Look for the word "Berntsens" in the entries below, then copy every line that has it.

* Listed entries
•••
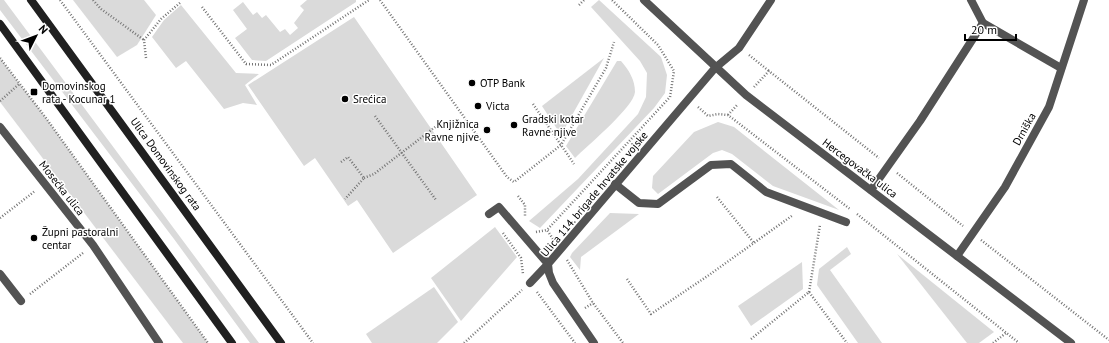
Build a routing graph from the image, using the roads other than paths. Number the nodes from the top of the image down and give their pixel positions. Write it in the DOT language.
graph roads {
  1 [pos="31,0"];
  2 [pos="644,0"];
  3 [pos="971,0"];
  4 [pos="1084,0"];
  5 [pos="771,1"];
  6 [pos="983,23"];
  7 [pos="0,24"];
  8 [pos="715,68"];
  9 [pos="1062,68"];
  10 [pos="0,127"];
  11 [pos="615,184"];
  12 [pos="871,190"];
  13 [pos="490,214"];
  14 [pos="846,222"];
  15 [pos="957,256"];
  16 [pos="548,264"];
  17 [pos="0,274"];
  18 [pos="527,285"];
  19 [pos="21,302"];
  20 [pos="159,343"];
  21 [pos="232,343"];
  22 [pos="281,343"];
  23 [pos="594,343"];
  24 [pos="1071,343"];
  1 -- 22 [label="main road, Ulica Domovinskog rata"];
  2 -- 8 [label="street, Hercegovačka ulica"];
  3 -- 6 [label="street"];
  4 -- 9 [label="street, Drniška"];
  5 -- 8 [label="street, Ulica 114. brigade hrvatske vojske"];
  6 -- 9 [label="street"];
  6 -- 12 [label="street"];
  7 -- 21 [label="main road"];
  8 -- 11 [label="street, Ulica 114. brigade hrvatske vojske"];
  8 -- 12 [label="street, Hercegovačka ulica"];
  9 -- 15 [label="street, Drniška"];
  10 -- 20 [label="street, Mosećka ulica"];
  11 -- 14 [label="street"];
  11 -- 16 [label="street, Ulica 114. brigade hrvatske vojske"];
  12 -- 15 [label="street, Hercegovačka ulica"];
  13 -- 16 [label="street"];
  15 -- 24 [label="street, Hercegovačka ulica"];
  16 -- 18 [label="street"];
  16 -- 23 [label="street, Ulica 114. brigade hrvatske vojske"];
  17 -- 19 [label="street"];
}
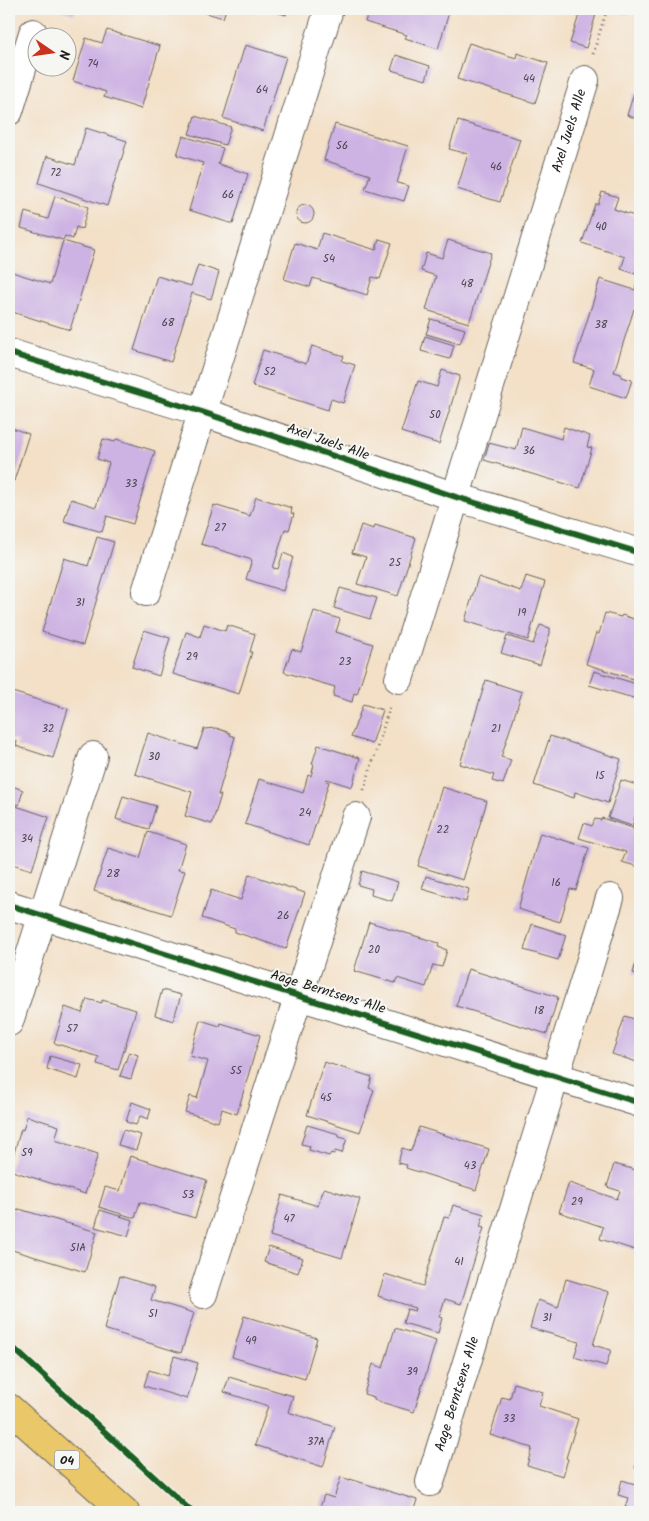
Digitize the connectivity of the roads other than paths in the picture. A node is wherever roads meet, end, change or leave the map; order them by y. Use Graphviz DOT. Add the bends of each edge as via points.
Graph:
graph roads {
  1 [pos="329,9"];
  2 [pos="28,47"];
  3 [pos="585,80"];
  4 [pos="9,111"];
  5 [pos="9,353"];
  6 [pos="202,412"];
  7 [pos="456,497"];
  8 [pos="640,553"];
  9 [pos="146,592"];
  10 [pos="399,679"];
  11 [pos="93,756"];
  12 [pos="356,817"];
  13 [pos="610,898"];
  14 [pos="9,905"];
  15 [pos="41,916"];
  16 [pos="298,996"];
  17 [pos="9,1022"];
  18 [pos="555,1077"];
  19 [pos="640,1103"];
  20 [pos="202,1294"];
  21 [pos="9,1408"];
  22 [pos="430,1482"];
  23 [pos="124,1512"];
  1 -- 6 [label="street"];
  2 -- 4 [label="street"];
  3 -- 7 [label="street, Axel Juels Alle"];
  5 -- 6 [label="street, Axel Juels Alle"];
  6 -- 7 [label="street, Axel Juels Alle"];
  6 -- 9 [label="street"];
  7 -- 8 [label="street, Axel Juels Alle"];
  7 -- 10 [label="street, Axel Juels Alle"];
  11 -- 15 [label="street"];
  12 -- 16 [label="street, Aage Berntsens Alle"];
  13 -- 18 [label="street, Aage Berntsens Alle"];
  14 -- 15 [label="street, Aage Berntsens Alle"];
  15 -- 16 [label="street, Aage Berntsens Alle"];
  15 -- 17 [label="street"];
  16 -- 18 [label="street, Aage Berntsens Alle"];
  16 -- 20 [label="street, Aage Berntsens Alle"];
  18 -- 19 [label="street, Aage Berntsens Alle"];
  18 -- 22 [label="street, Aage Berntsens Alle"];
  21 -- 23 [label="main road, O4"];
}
•••
* Exercise response
  12 -- 16 [label="street, Aage Berntsens Alle"];
  13 -- 18 [label="street, Aage Berntsens Alle"];
  14 -- 15 [label="street, Aage Berntsens Alle"];
  15 -- 16 [label="street, Aage Berntsens Alle"];
  16 -- 18 [label="street, Aage Berntsens Alle"];
  16 -- 20 [label="street, Aage Berntsens Alle"];
  18 -- 19 [label="street, Aage Berntsens Alle"];
  18 -- 22 [label="street, Aage Berntsens Alle"];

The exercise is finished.